Stai un po’ esagerando. Non sei mica scomparsa tipo i Jalisse, per citare qualcosa in tema “settimana di Sanremo”.
Ma è anche giusto che accada perché, dopo tre mesi, escono altri libri e quel posto lì lo deve per forza prendere, a rotazione, qualcun altro. Sono quei tre mesi lì l’eccezione, non la mia vita di adesso. Anzi, dopo la parentesi di successo, torni alla tua vita che, dopotutto, è pure quella che ti sei scelto. Ciò non significa che, se scrivo un libro, spero che quel libro non abbia successo. Però mi pare che l’insuccesso non mi scuota più. Poi, chissà, magari il libro va malissimo e tra sei mesi sono depressa. Non voglio neanche fare il fenomeno.

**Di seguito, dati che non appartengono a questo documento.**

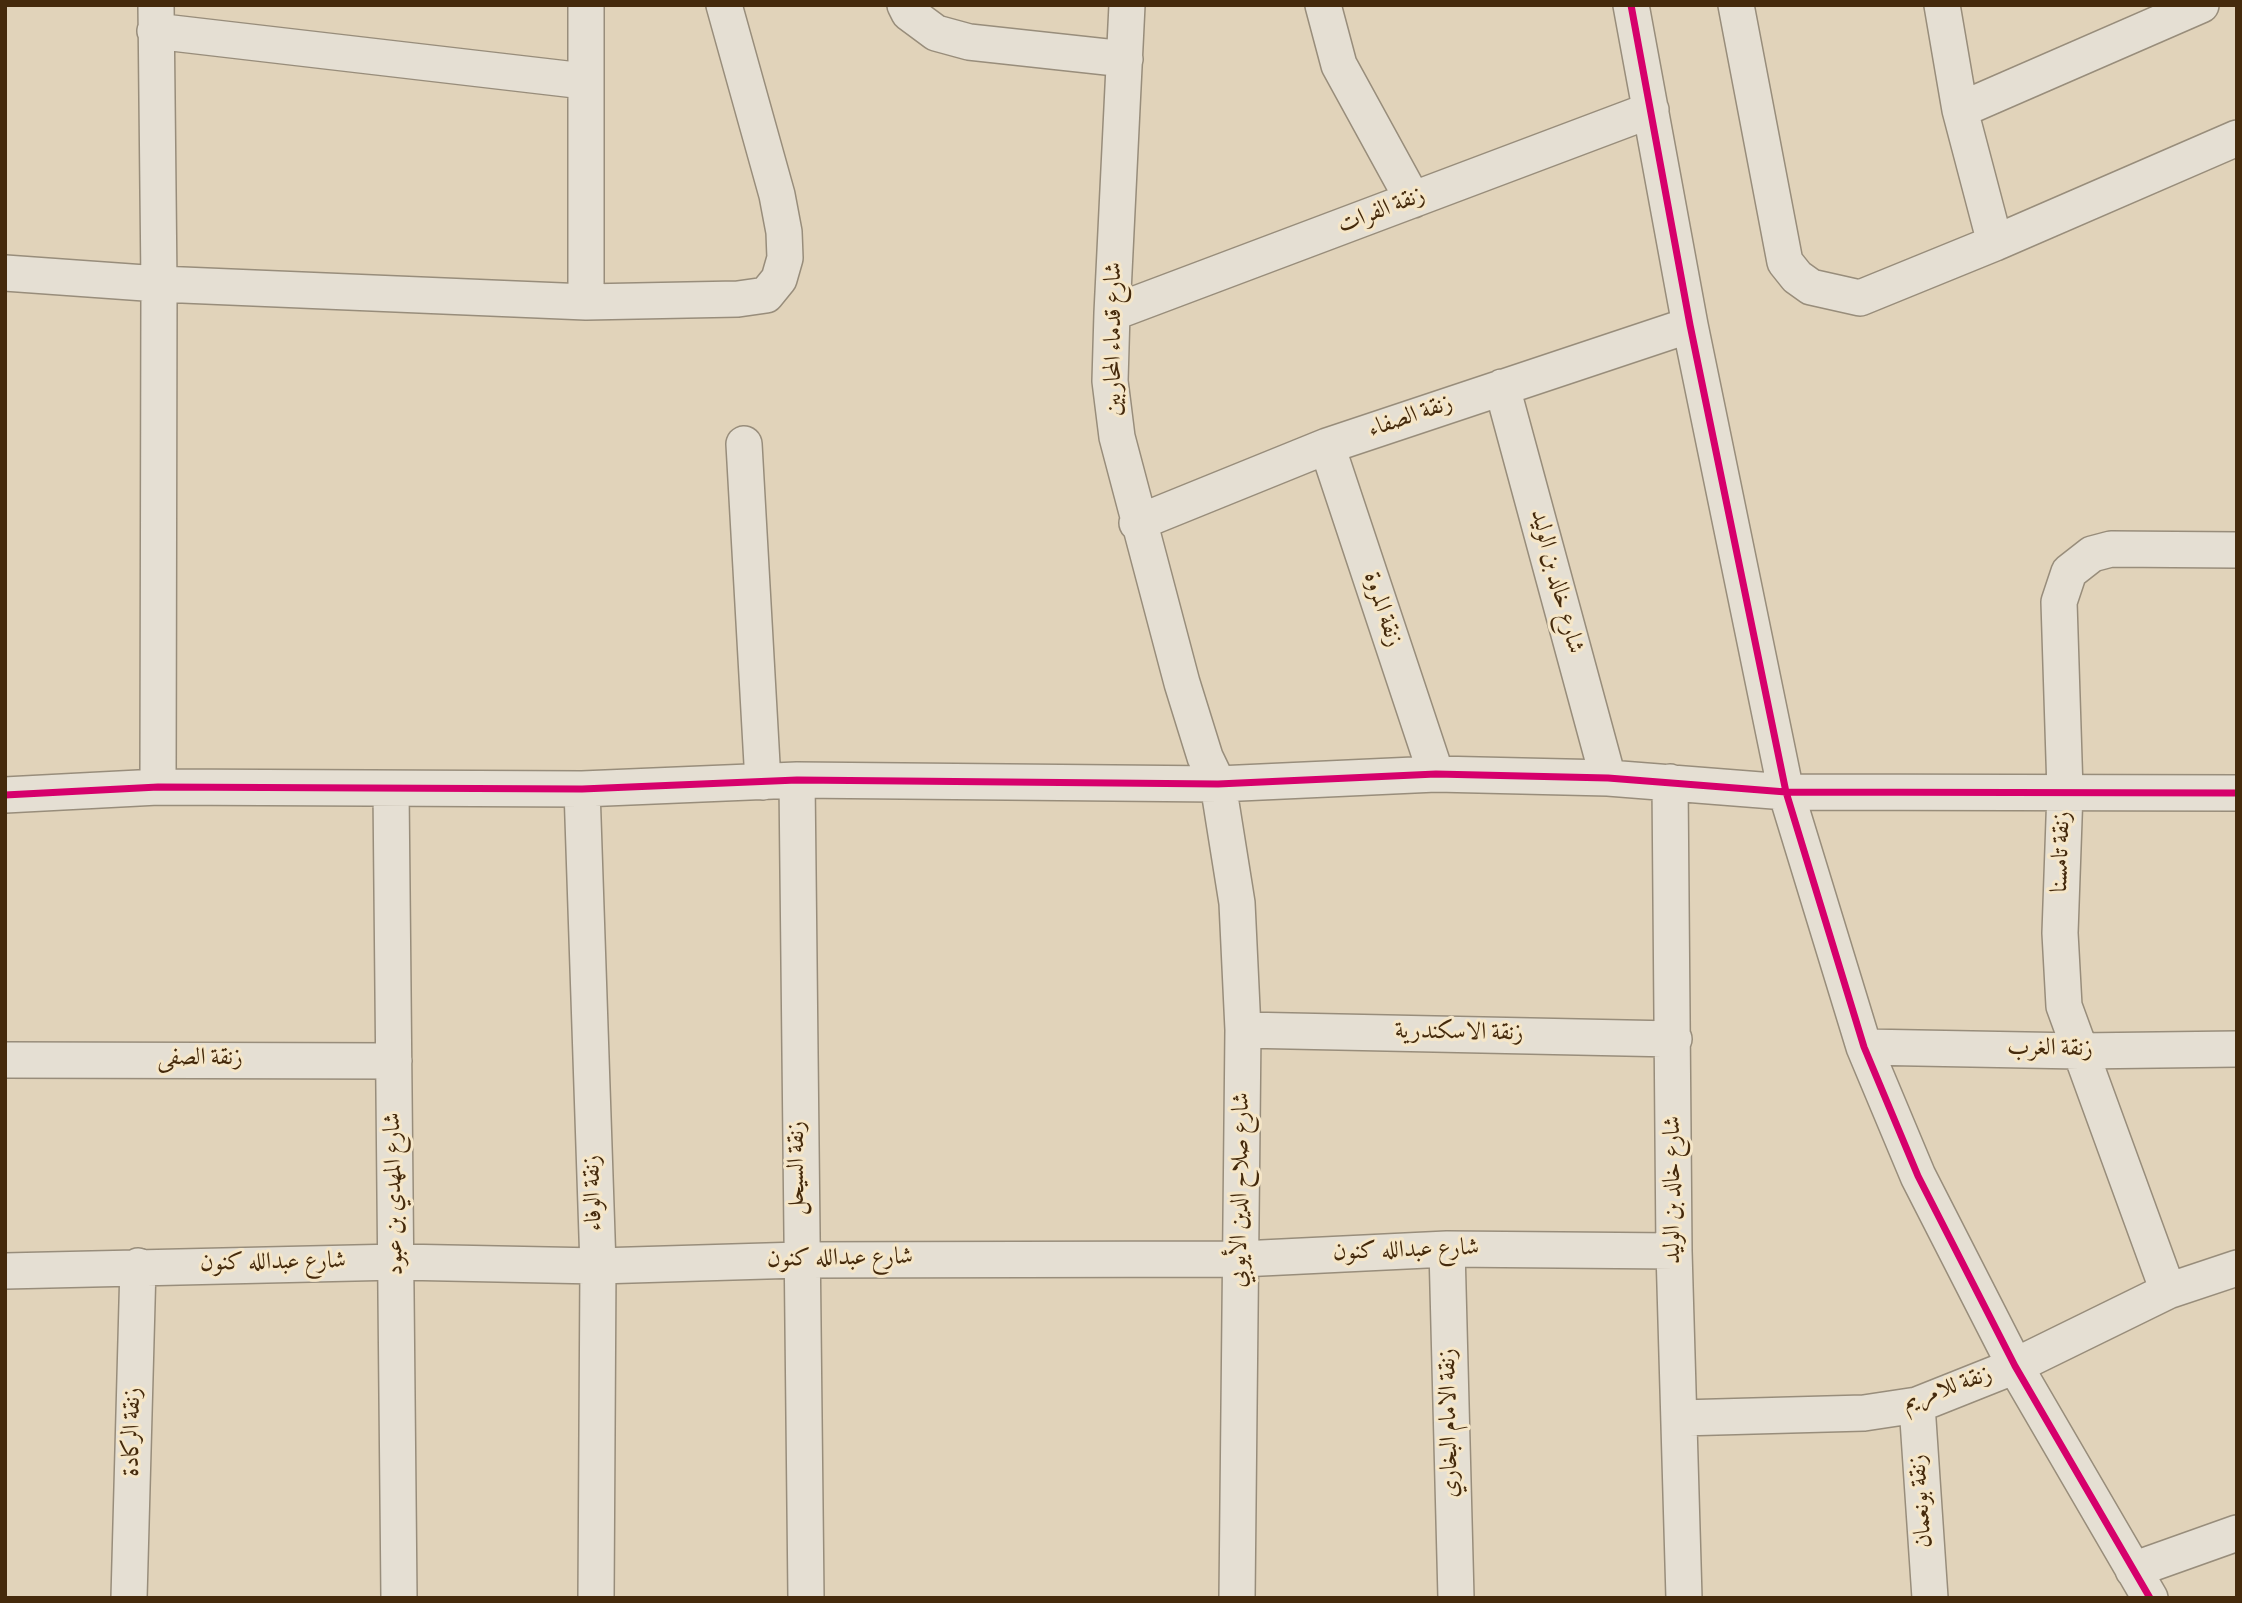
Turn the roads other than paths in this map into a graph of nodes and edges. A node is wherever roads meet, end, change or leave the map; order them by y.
1 (586, 5) edge
2 (724, 5) edge
3 (905, 5) edge
4 (1127, 5) edge
5 (1323, 5) edge
6 (1631, 5) edge
7 (1736, 5) edge
8 (1942, 5) edge
9 (2202, 5) edge
10 (155, 18) edge
11 (1125, 59) junction
12 (584, 81) junction
13 (1651, 110) junction
14 (1960, 110) junction
15 (2237, 138) edge
16 (1413, 200) junction
17 (1995, 243) junction
18 (5, 273) edge
19 (159, 284) junction
20 (586, 302) junction
21 (1112, 313) junction
22 (1690, 325) junction
23 (1502, 387) junction
24 (744, 444) dead end
25 (1327, 446) junction
26 (1137, 523) junction
27 (2237, 550) edge
28 (1436, 774) junction
29 (1608, 778) junction
30 (780, 781) junction
31 (1670, 782) junction
32 (1219, 784) junction
33 (158, 787) junction
34 (391, 789) junction
35 (582, 789) junction
36 (2065, 791) junction
37 (1786, 792) junction
38 (2237, 793) edge
39 (5, 795) edge
40 (1243, 1030) junction
41 (1674, 1039) junction
42 (1864, 1047) junction
43 (2237, 1049) edge
44 (2079, 1051) junction
45 (5, 1060) edge
46 (394, 1061) junction
47 (1447, 1249) junction
48 (1674, 1251) junction
49 (1241, 1259) junction
50 (800, 1260) junction
51 (398, 1262) junction
52 (138, 1266) junction
53 (597, 1266) junction
54 (2237, 1268) edge
55 (5, 1271) edge
56 (2168, 1291) junction
57 (2015, 1366) junction
58 (1917, 1405) junction
59 (1680, 1418) junction
60 (2237, 1533) edge
61 (2141, 1584) edge
62 (129, 1598) edge
63 (399, 1598) edge
64 (596, 1598) edge
65 (806, 1598) edge
66 (1237, 1598) edge
67 (1456, 1598) edge
68 (1684, 1598) edge
69 (1930, 1598) edge

1 - 12 street
2 - 20 street
3 - 11 street
4 - 11 street, شارع قدماء المحاربين
5 - 16 street
6 - 13 street
7 - 17 street
8 - 14 street
9 - 14 street
10 - 12 street
10 - 19 street
11 - 21 street, شارع قدماء المحاربين
12 - 20 street
13 - 16 street, زنقة الفرات
13 - 22 street
14 - 17 street
15 - 17 street
16 - 21 street, زنقة الفرات
18 - 19 street
19 - 20 street
19 - 33 street
21 - 26 street, شارع قدماء المحاربين
22 - 23 street, زنقة الصفاء
22 - 37 street
23 - 25 street, زنقة الصفاء
23 - 29 street, شارع خالد بن الوليد
24 - 30 street, زنقة السيحل
25 - 26 street, زنقة الصفاء
25 - 28 street, زنقة المروة
26 - 32 street, شارع قدماء المحاربين
27 - 36 street, زنقة تامسنا
28 - 29 street
28 - 32 street
29 - 31 street
30 - 32 street
30 - 35 street
30 - 50 street, زنقة السيحل
31 - 37 street
31 - 41 street, شارع خالد بن الوليد
32 - 40 street, شارع صلاح الدين الأيوبي
33 - 34 street
33 - 39 street
34 - 35 street
34 - 46 street, شارع المهدي بن عبود
35 - 53 street, زنقة الوفاء
36 - 37 street
36 - 38 street
36 - 44 street, زنقة تامسنا
37 - 42 street
40 - 41 street, زنقة الاسكندرية
40 - 49 street, شارع صلاح الدين الأيوبي
41 - 48 street, شارع خالد بن الوليد
42 - 44 street, زنقة الغرب
42 - 57 street
43 - 44 street, زنقة الغرب
44 - 56 street, زنقة تامسنا
45 - 46 street, زنقة الصفى
46 - 51 street, شارع المهدي بن عبود
47 - 48 street, شارع عبدالله كنون
47 - 49 street, شارع عبدالله كنون
47 - 67 street, زنقة الامام البخاري
48 - 59 street, شارع خالد بن الوليد
49 - 50 street, شارع عبدالله كنون
49 - 66 street, شارع صلاح الدين الأيوبي
50 - 53 street, شارع عبدالله كنون
50 - 65 street, زنقة السيحل
51 - 52 street, شارع عبدالله كنون
51 - 53 street, شارع عبدالله كنون
51 - 63 street, شارع المهدي بن عبود
52 - 55 street, شارع عبدالله كنون
52 - 62 street, زنقة الركادة
53 - 64 street, زنقة الوفاء
54 - 56 street, زنقة للامريم
56 - 57 street, زنقة للامريم
57 - 58 street, زنقة للامريم
57 - 61 street
58 - 59 street, زنقة للامريم
58 - 69 street, زنقة بونعمان
59 - 68 street, شارع خالد بن الوليد
60 - 61 street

Allora ci risentiamo tra sei mesi
Oltre a non guardare le foto, in questi anni ho imparato anche a non guardare i commenti su Amazon o le classifiche (dove in genere non ci sono comunque). Ho imparato a non guardare niente.
Come quel personaggio di “Boris”, che diceva di aver scoperto che il segreto della felicità fosse smettere di leggere e chiudersi a riccio in sé stessi.
Esatto. Tanto ormai il libro è andato, non ti appartiene, è inutile che uno va li, ossessivamente, a guardare i commenti o i numeri. Basta, bisogna pensare al passo dopo, cioè, al libro successivo.